Ecco allora il bonbon di cipolla e zafferano, la pralina di besciamella, e il biscottino di farina racchiusi in un coppo di corteccia, di cui portano l’aroma. Ecco la gelatina di Mojito, fresca ed ubriacante; ecco i gnocchettini di polenta con una tazza d’infuso, per iniziare. E per continuare, un viaggio nel bosco: nella coppa una goccia d’ estratto di bacche rosse su cui sarà versato un distillato di legno di castagno. A fianco il maritozzo caldo, con tartufo nero in fili. Chiudi gli occhi, dice il cuciniere, ed immaginati la terra, il legno, l’umido, il muschio, gli sterpi, la terra, il bosco, il legno… Ed è un farsi maltrattare dal vortice di aromi e cullare dalla loro congiunzione, in luogo che è precluso a noi mortali.
Poi la cremosità del cappuccino di carota, ottenuto unicamente con tecniche di base: cottura sotto vuoto in ghiaccio e frullìo. E solo a questo punto arriva il rustico pane fatto in casa, bianco nero e focaccia.
Sei pronto per iniziare il viaggio con rape e ostrica: i colori abbaglianti dei fiori, una manata di terra con il tartufo, le rape croccanti e il sale dell’ostrica (preziosa: una Gillardeau n.2). Una piccola granita aromatizzata alle erbe è come un tocco di rugiata il mattino di primavera, un cucchiaio di salsa di rape rosse è il sangue del mondo.
La cipolla fondente è un piatto umano: lo conosci, perchè Tassa lo porta dentro da ventuno anni esatti: immaginala, una soup d’oignon più densa, di concentrazione stordente, e una spezia dolce da scavare via poco a poco.
E il piatto forse più stupefacente del ristorante ciociaro è “solo” un’insalata: radici e orto, una vera e propria versione in prosa dei prodotti della natura. Laborioso, pensato, progettato, studiato fino all’ossessione: una cottura diversa per ogni verdura, un procedimento per ogni consistenza, una regola per ogni aroma: e dire che c’è solo verdura dell’orto: rapa, carota, asparago, scorzonera. E le rosette verdi di erbe spontanee raccolte nel campo, delirio di verdezza, impreziosito dal tocco magico del massaggio a mani nude con l’olio d’argan e l’essenza di liquirizia. Un refolo, in fondo.

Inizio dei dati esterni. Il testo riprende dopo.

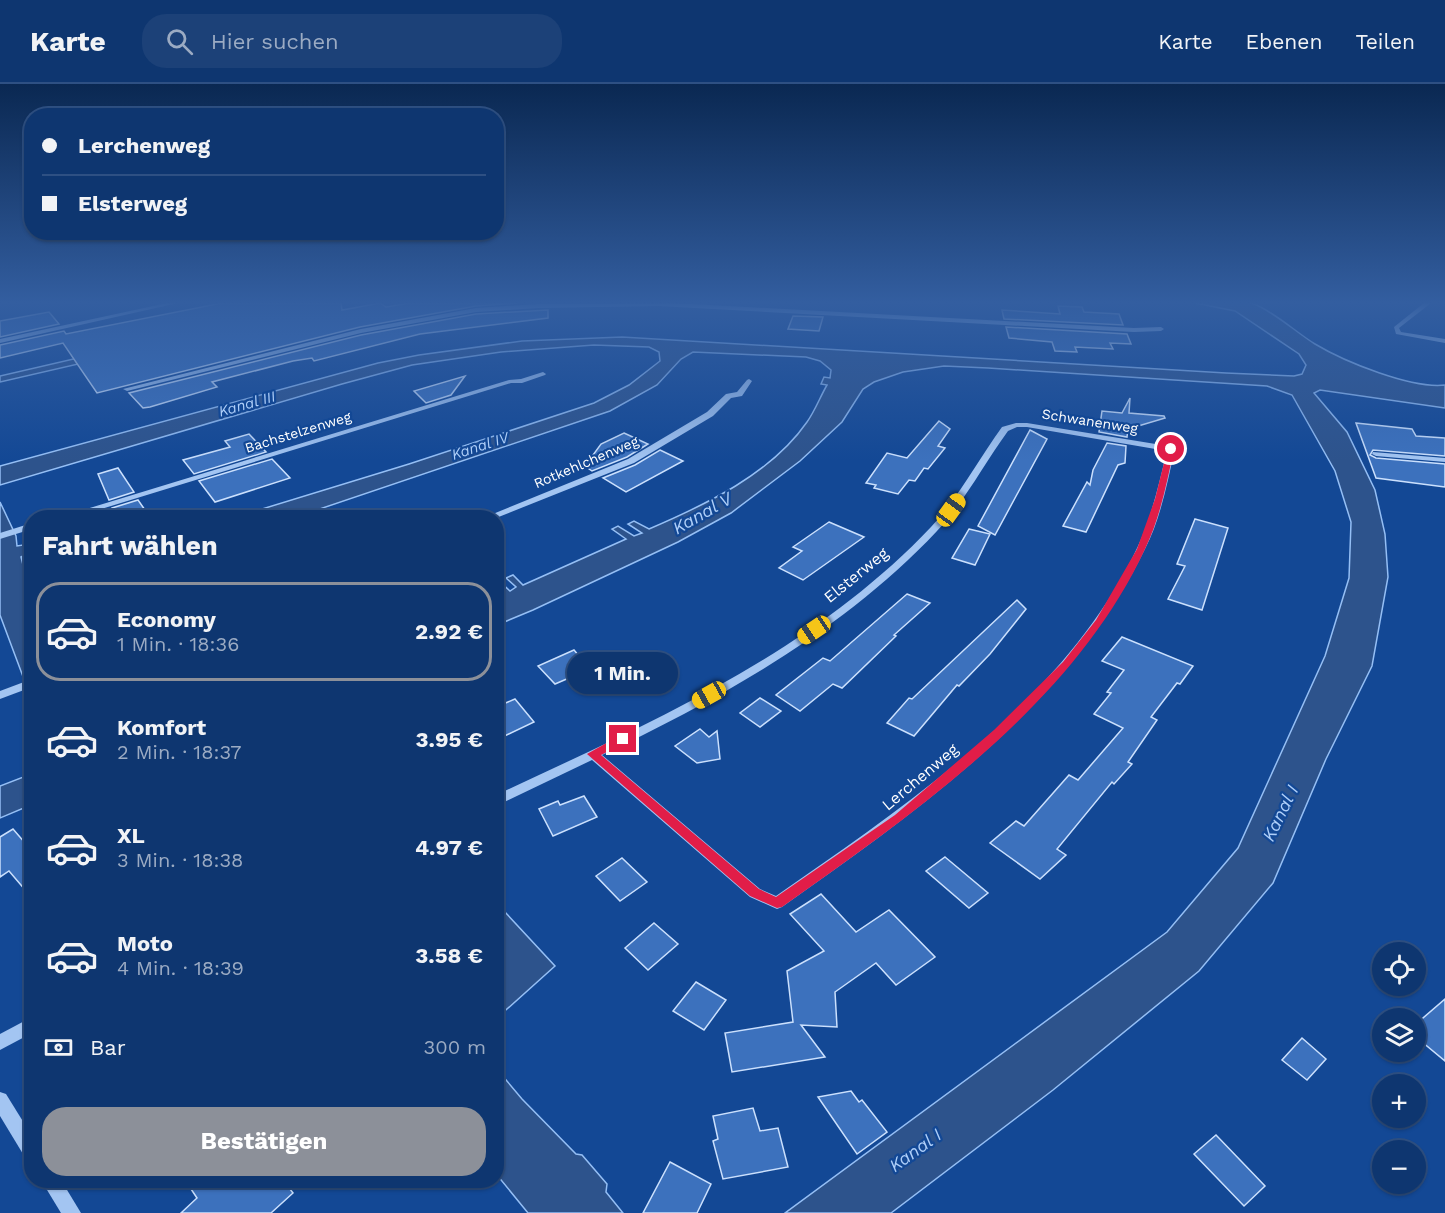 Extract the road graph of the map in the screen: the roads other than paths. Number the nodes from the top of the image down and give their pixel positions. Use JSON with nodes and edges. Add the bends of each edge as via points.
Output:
{"nodes":[{"id":1,"x":262,"y":356,"type":"edge"},
{"id":2,"x":543,"y":374,"type":"dead end"},
{"id":3,"x":749,"y":381,"type":"dead end"},
{"id":4,"x":127,"y":389,"type":"dead end"},
{"id":5,"x":1005,"y":429,"type":"joint"},
{"id":6,"x":1171,"y":449,"type":"joint"},
{"id":7,"x":1376,"y":454,"type":"dead end"},
{"id":8,"x":1445,"y":460,"type":"edge"},
{"id":9,"x":87,"y":510,"type":"edge"},
{"id":10,"x":504,"y":511,"type":"edge"},
{"id":11,"x":24,"y":528,"type":"edge"},
{"id":12,"x":0,"y":536,"type":"edge"},
{"id":13,"x":24,"y":686,"type":"edge"},
{"id":14,"x":0,"y":695,"type":"edge"},
{"id":15,"x":593,"y":754,"type":"junction"},
{"id":16,"x":504,"y":797,"type":"edge"},
{"id":17,"x":24,"y":1028,"type":"edge"},
{"id":18,"x":0,"y":1042,"type":"edge"},
{"id":19,"x":0,"y":1100,"type":"edge"},
{"id":20,"x":24,"y":1140,"type":"edge"},
{"id":21,"x":55,"y":1188,"type":"edge"},
{"id":22,"x":72,"y":1213,"type":"edge"}],
"edges":[{"from":1,"to":4,"type":"street"},
{"from":2,"to":9,"type":"street","name":"Bachstelzenweg"},
{"from":3,"to":10,"type":"street","name":"Rotkehlchenweg","via":[[739,394],[729,396],[710,414],[642,456]]},
{"from":5,"to":6,"type":"street","name":"Schwanenweg","via":[[1027,424]]},
{"from":5,"to":15,"type":"street","name":"Elsterweg","via":[[951,510],[910,554],[873,585],[745,675]]},
{"from":6,"to":15,"type":"street","name":"Lerchenweg","via":[[1141,549],[1100,621],[1066,665],[998,733],[899,818],[777,903],[755,892]]},
{"from":7,"to":8,"type":"street"},
{"from":11,"to":12,"type":"street"},
{"from":13,"to":14,"type":"street"},
{"from":15,"to":16,"type":"street","name":"Elsterweg"},
{"from":17,"to":18,"type":"street"},
{"from":19,"to":20,"type":"street"},
{"from":21,"to":22,"type":"street"}]}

Alleggerisci, si fa per dire, con la granita di muschio raccolto sulle rocce a nord, lardo e rosa canina: devi attendere che il palato riscaldi l’essenza per avere in bocca una dilazione vertiginosa di rosa grassa e spessa, che non t’aspetti. Ed è solo un intermezzo, per giungere alla sfoglia di cipolla bruciata, una tartare d’agnello di levità assoluta, la crema di bufala ed erbaggi. A fianco una specie di uppercut gustativo, un fondo bruno ristretto con una bacca.
Ravioli, da queste parti: sfoglia tanto sottile quanto elastica, portata a termine di cottura direttamente nel piatto con un brodo di foglie e fiori di ciliegio. Il ripieno è pecorino romano liquido, che letteramente esplode all’assaggio, assordando.
Infine il manzo bruciato, con l’affumicatura diretta delle erbe aromatiche: una scottona che assurge a delizia per impatto tattile, per sapore – non sale, sapore – ed aroma. Sotto la rapa, silenzioso comprimario.
Un gelo di mandarino, per liberare i sensi annebbiati, sazi di tanta vastità: poi il dessert.
Che non è un dolce, ma un’altra colonna sonora dell’universo mondo sotto ai tuoi piedi: patate, lenticchie, gelato di vaniglia, gelato al cioccolato. Dolcezze sottili, ctonie: ma ferme e precise, indelebili, spazzolate dal vento del tè verde in polvere.
Il caffè è quello di Frasi, la piccola piccola pasticceria è fatta in casa: ma molto più dell’appetito, sono i sensi ad essere satolli ed appagati, fino in fondo. Il cuciniere si avventa dalla fucina dei sapori, ti chiede, ti regala le spiegazioni, i racconti, la vita: ti accompagna sulla porta. E quando con la mano avvolta nella sua dici che sei tornato, finalmente, dopo ventun anni, perchè ricordavi ancora la millefoglie fatta a la main, ti accorgi che non sono solo le lenti degli occhiali a brillare, là dietro.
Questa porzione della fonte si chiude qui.